Friday, June 8, 2007

Spin 9 and an update

I finally finished spinning the Merino-Tencel blend which has been on both the Rose and the spindle, so here's my progress report. As usual, there's a full description of the process on the blog (or will be as soon as I get there). This is the last spinning report you'll have from me for a little while: We're headed stateside for four weeks as of Sunday. I'll have news about fiber and fibery stuff when I get back, but don't look for that until mid-July.
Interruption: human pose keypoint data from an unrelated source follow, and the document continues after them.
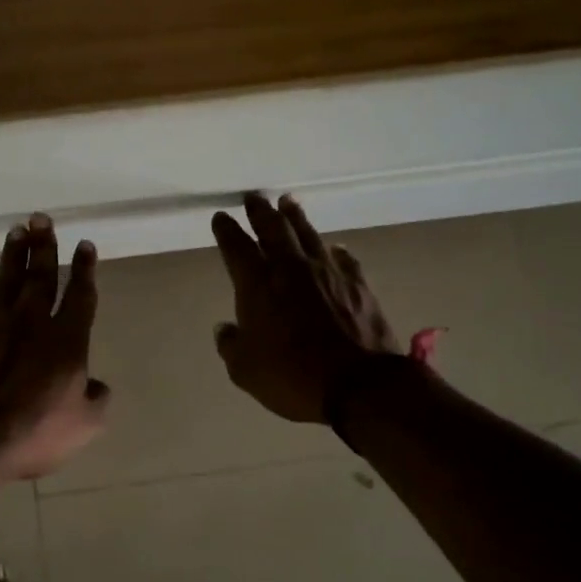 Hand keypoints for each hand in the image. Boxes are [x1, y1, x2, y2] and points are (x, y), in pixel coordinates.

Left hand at [0, 214, 110, 478]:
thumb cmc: (33, 432)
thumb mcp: (84, 425)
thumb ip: (96, 400)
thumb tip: (97, 385)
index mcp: (66, 339)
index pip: (79, 295)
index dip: (84, 269)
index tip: (84, 244)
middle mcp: (30, 323)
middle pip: (40, 276)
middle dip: (45, 246)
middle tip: (42, 218)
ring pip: (5, 283)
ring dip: (11, 257)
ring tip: (16, 231)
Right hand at [212, 192, 399, 423]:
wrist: (359, 384)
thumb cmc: (293, 377)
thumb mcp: (246, 371)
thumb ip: (231, 345)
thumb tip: (225, 329)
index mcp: (258, 285)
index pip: (236, 247)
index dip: (226, 230)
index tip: (220, 217)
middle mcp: (291, 268)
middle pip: (273, 229)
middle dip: (260, 211)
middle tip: (253, 197)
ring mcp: (327, 272)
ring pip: (308, 234)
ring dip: (295, 216)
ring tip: (288, 202)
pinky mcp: (357, 283)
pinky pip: (343, 258)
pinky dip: (334, 250)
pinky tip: (334, 247) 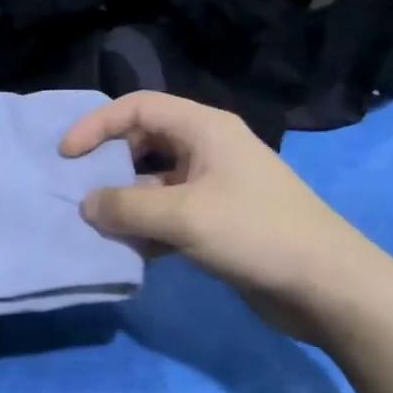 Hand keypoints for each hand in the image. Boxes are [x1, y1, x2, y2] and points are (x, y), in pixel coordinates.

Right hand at [61, 92, 384, 342]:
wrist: (325, 284)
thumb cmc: (255, 233)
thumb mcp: (183, 216)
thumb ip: (127, 206)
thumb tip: (87, 205)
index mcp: (204, 128)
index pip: (139, 107)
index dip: (98, 124)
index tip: (67, 155)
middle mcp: (208, 149)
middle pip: (145, 143)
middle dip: (110, 165)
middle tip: (80, 193)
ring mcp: (215, 186)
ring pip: (155, 183)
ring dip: (127, 202)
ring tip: (97, 227)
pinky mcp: (219, 221)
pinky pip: (171, 214)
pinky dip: (148, 228)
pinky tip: (129, 251)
In the meantime, here's the latest. I'm posting the Flickr photo which has a couple of notes in it, so feel free to click over and get those as well. I've marked a section of loose ply in this photo, but there's a better example in the photo right before it. I've added a note to show you what I mean there. I think the loose ply happened when I got tired, and wasn't clever enough to quit. With an odd interruption here and there, it took me the better part of 9 hours to ply the 1100 yards, including stopping here and there to untwist a ply and straighten out a kink. Even so, I didn't get them all.


Folks, I love this blend. If it weren't for the stretches where I seem to have lost focus and forgotten to check the twist in the ply, and the occasional spot where a thinner single slipped through in a kink during the ply (creating a spiral), I'd be in love with this yarn. I haven't given up on fixing the underplied sections (either by running the skein back through the wheel and resetting the twist, or by cutting out that long stretch and handling it separately), but it's not something I have time to look at right now.

Here are the stats:
Fiber: Merino-Tencel (70-30) roving from Kendig Cottage.
Finished Weight: 432 grams/15.23 ounces
Yardage: ca 1100, 2-ply
WPI: 18.
Spun on: Rose and the .7 ounce Bossie.

I think that generally speaking, it's the most consistent I've done yet, but it is also the softest. It feels great. The three-ply merino-silk in Spin 7 has a cool, crisp feel which must come from the Tussah. But the Tencel creates an incredibly soft yarn while giving it the shine of silk, and I'd LOVE a sweater made of this blend.


Jo said...

It looks fabulous Rhonna, I don't think we're really seeking perfection as spinners, a couple of spots where its not quite gone the way you wanted it to are just part of its personality, if we could spin like a machine we might aswell buy it in but spinning like this is a labour of love and every inch of that yarn has been through your hands and can tell a story!

Rhonna said...

(grin) You're absolutely right, Jo, but I want it to tell the story *I* want it to tell rather than the one it tells because I told it badly. :-)

Seriously, my biggest concern is that the yarn is sound. Since I lose twist when I knit, those loosely plied sections (doggone it, how do you form the past tense of "ply"?) bother me much more than do the little spiral bits. And since *I* lose twist, I'm assuming other folks do, too--which makes the yarn ok for me to use, but not something I'd feel good about giving or selling to someone else.

Having said that, I've noticed that now that the yarn has fully dried, a lot of those loose spots which really stood out when it was wet are MUCH less noticeable now. It's amazing how much of a difference finishing the yarn actually makes!

cyndy said...

Beautiful work Rhonna, and I rather like those "spots" for the same reasons Jo gave.

A sweater would be lovely!
And it is interesting to hear your comments about the Tencel..

judy said...

It is lucious. Beautiful spinning. The differences will only enhance the final project. It will have personality.